Convincere il coniuge o un genitore a iniziare una terapia potrebbe non essere semplice, quindi se non dovesse accettare, valuta l’idea di iniziare in autonomia un percorso psicoterapeutico così da acquisire tutti gli strumenti utili per fronteggiare questi comportamenti abusanti… anche perché chi effettua il trattamento del silenzio, avrà un ampio repertorio di abusi emotivi sottili.
Se sei vittima di periodici trattamenti del silenzio, stabilisci dei limiti sani per te stessa/o. Quando inizia il trattamento del silenzio, imponiti di allontanarti (fisicamente o psicologicamente) da chi esegue questo abuso.

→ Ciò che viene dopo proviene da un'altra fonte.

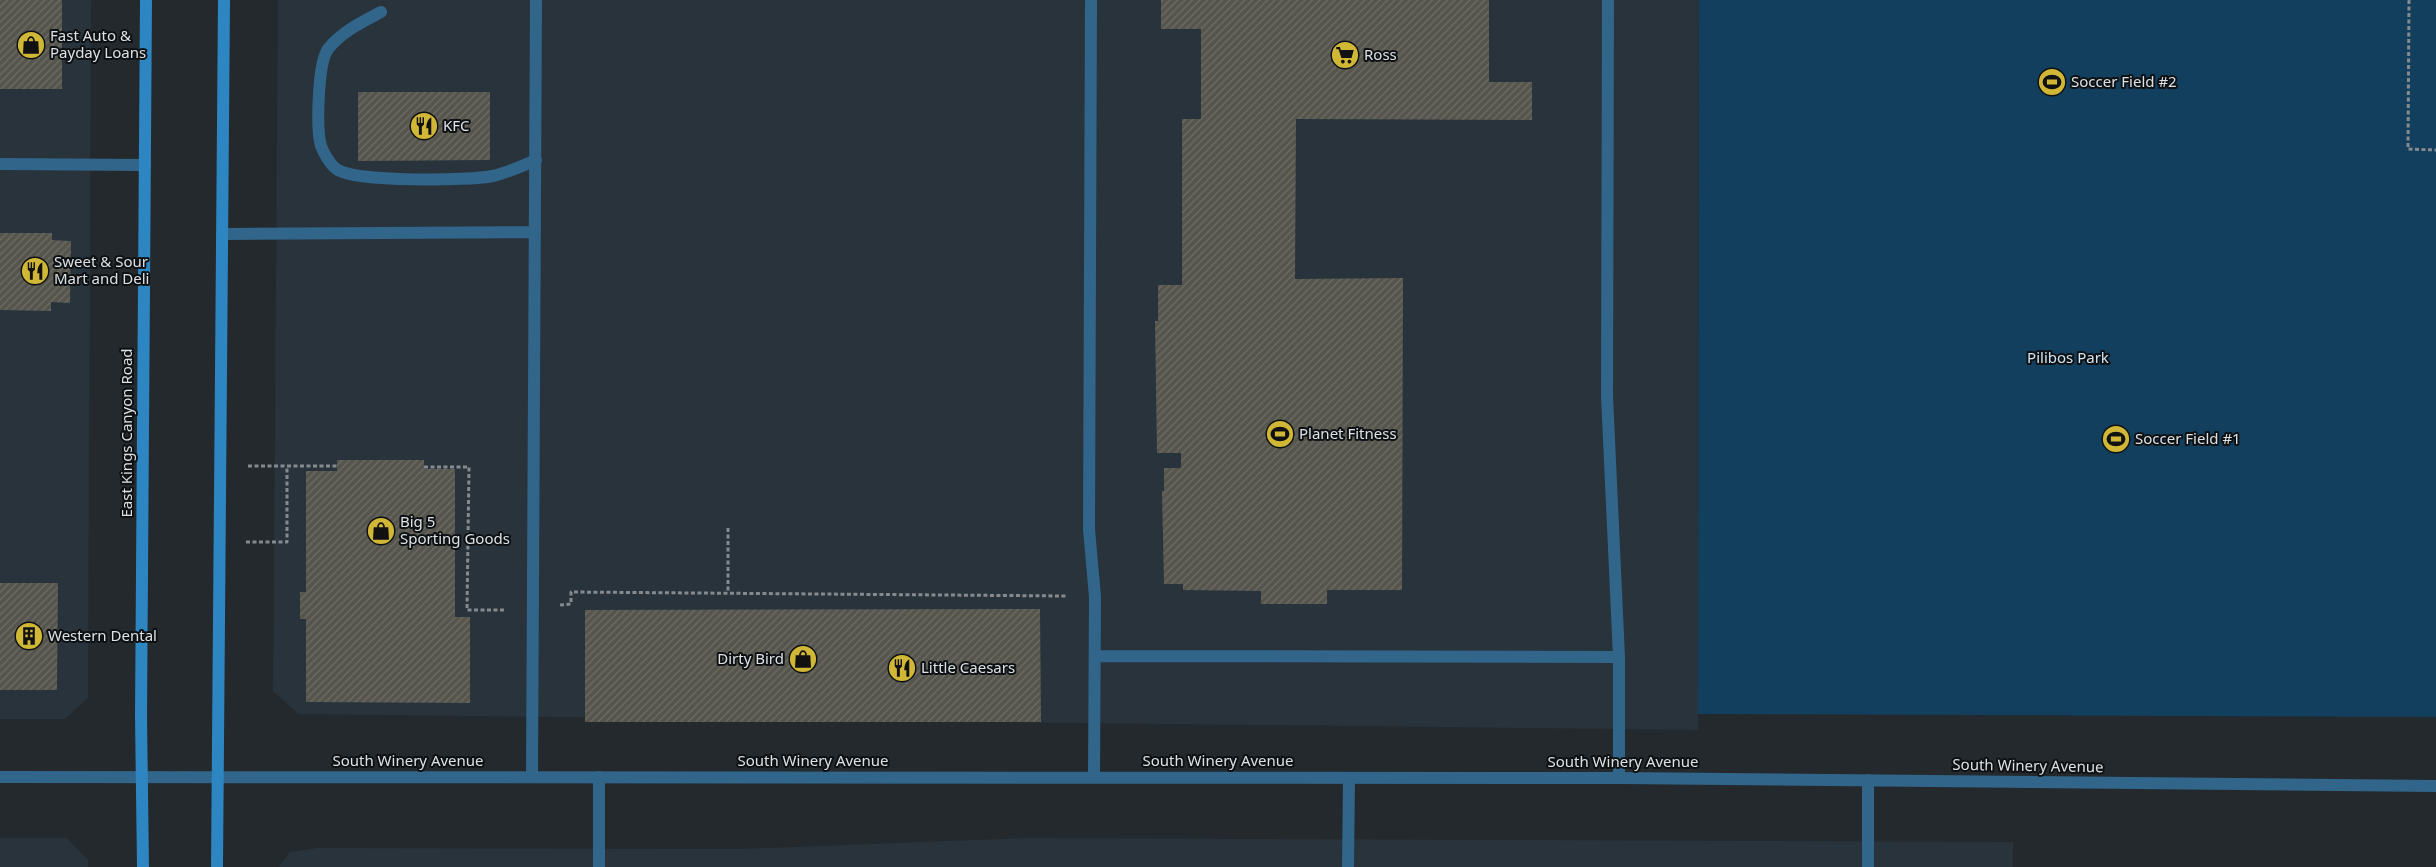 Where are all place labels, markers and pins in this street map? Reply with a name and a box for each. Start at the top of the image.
place label: Fast Auto & Payday Loans [50,25,146,62]
shop icon: Fast Auto & Payday Loans [16,30,46,60]
supermarket icon: Ross [1330,40,1360,70]
place label: Ross [1364,44,1397,64]
sports icon: Soccer Field #2 [2037,67,2067,97]
place label: Soccer Field #2 [2071,71,2177,91]
restaurant icon: KFC [409,111,439,141]
place label: KFC [443,115,470,135]
place label: Sweet & Sour Mart and Deli [54,251,150,288]
restaurant icon: Sweet & Sour Mart and Deli [20,256,50,286]
sports icon: Planet Fitness [1265,419,1295,449]
place label: Planet Fitness [1299,423,1397,443]
sports icon: Soccer Field #1 [2101,424,2131,454]
place label: Soccer Field #1 [2135,428,2241,448]
place label: Big 5 Sporting Goods [400,511,510,548]
shop icon: Big 5 Sporting Goods [366,516,396,546]
building icon: Western Dental [14,621,44,651]
place label: Western Dental [48,625,157,645]
shop icon: Dirty Bird [788,644,818,674]
place label: Dirty Bird [717,648,784,668]
restaurant icon: Little Caesars [887,653,917,683]
place label: Little Caesars [921,657,1015,677] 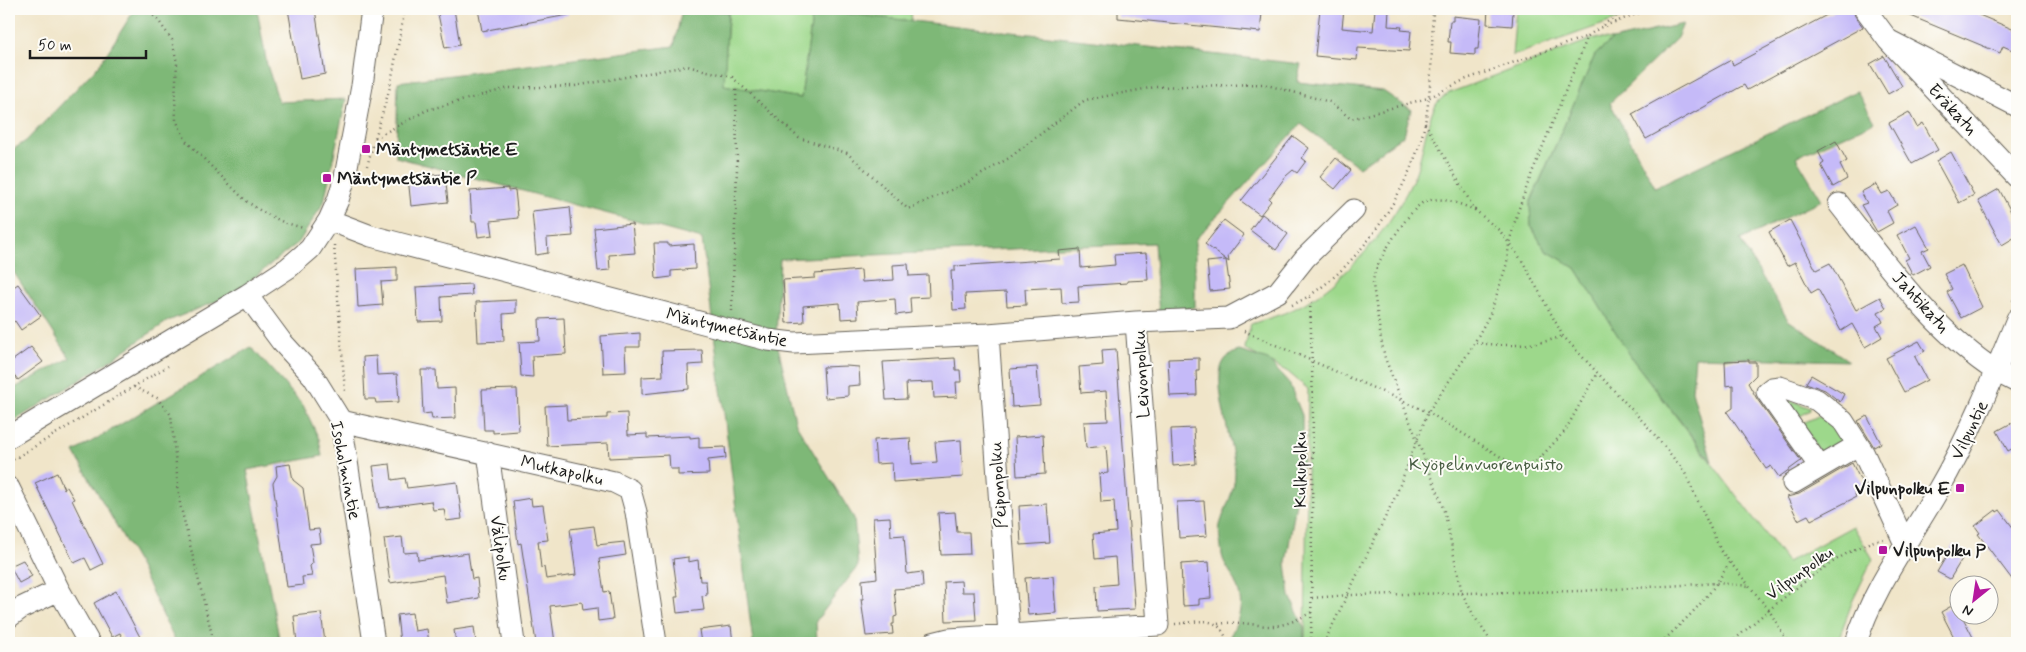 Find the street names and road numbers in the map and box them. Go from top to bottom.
street label: Eräkatu [1922,79,1982,141]
street label: Jahtikatu [1886,267,1954,339]
street label: Mäntymetsäntie [664,302,790,354]
street label: Leivonpolku [1128,329,1156,419]
street label: Vilpuntie [1945,397,1995,464]
street label: Isoholmintie [324,419,366,522]
street label: Kulkupolku [1289,432,1313,508]
street label: Peiponpolku [984,440,1014,529]
street label: Mutkapolku [518,450,605,492]
street label: Välipolku [484,514,516,582]
street label: Vilpunpolku [1761,541,1838,606] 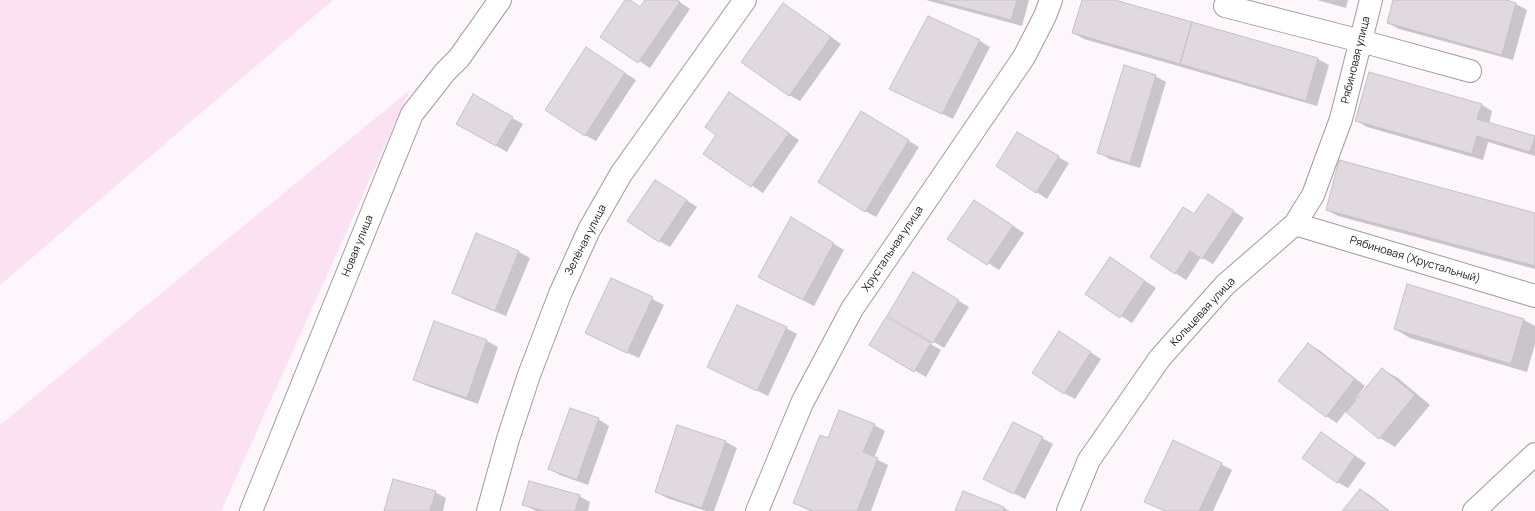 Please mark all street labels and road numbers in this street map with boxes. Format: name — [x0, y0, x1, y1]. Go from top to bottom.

Se si tratta di un coniuge o di un genitore, puoi anche lanciare un messaggio tipo “con te voglio un rapporto sereno, ti voglio bene ma i tuoi silenzi sono molto dannosi, per questo farò anche io un passo indietro e tornerò solo quando sarai disponibile al dialogo”.
Cosa fare quando il trattamento del silenzio arriva da un collega di lavoro o una persona con la quale non hai un rapporto intimo?
Questo scenario è ancora più complicato da gestire! L’unica cosa che puoi fare è mostrarti (o magari sentirti veramente!) rilassato e positivo. Evita di infuriarti, ricorda che si tratta di subdole tattiche di controllo alle quali puoi rispondere in modo assertivo o addirittura amichevole.
Un’occhiolino, una battuta ironica, un semplice sospiro… possono dare uno scossone alla tensione che si respira nell’aria in ufficio. Un gesto amichevole potrebbe lanciare il messaggio che non prendi il tuo collega poi così seriamente.
Se il tuo collega o capo non ha senso dell’umorismo, meglio andarci ancora più cauti in quanto, commenti leggeri, potrebbero ritorcersi contro di te. Quindi cerca di inquadrare bene chi hai di fronte.
Qualsiasi risposta decidi di attuare, ricorda sempre che puoi agire solo sul tuo comportamento ma non puoi cambiare l’atteggiamento degli altri.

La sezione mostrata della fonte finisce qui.